_WORK ORDER_:
Find the line that contains "index dip: (70, 58)", then repeat it and each line after it to the end of the records, exactly.
START DATASET EXTRACT
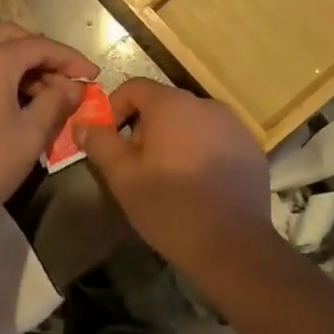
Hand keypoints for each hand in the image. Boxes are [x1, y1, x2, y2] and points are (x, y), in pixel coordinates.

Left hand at [0, 25, 100, 220]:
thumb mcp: (30, 135)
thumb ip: (56, 103)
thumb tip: (74, 86)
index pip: (40, 46)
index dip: (70, 58)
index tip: (92, 75)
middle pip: (13, 36)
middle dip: (43, 53)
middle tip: (65, 80)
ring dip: (19, 59)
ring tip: (42, 91)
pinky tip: (12, 97)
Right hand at [75, 78, 269, 263]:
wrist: (234, 246)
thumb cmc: (170, 207)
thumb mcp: (123, 177)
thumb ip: (100, 143)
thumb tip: (82, 124)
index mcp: (172, 105)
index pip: (134, 87)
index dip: (115, 108)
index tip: (110, 140)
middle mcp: (206, 105)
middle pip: (164, 104)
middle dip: (144, 128)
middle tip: (137, 165)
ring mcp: (234, 126)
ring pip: (191, 122)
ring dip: (174, 139)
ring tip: (168, 177)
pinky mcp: (251, 149)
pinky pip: (216, 139)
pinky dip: (201, 151)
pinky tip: (198, 185)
END DATASET EXTRACT
_TASK RESPONSE_:
index dip: (70, 58)
index tip: (92, 75)
middle pip: (13, 36)
middle dip: (43, 53)
middle tip: (65, 80)
ring dip: (19, 59)
ring tip: (42, 91)
pinky tip: (12, 97)
Right hand at [75, 78, 269, 263]:
wrist: (234, 246)
thumb cmc: (170, 207)
thumb mcp: (123, 177)
thumb ip: (100, 143)
thumb tip: (82, 124)
index mcp: (172, 105)
index pip: (134, 87)
index dip: (115, 108)
index tip: (110, 140)
middle mcp: (206, 105)
middle pip: (164, 104)
middle dip: (144, 128)
middle tip: (137, 165)
ring mcp: (234, 126)
ring pip: (191, 122)
ring dip: (174, 139)
ring tip: (168, 177)
pinky mcp: (251, 149)
pinky pip: (216, 139)
pinky dip: (201, 151)
pinky tip: (198, 185)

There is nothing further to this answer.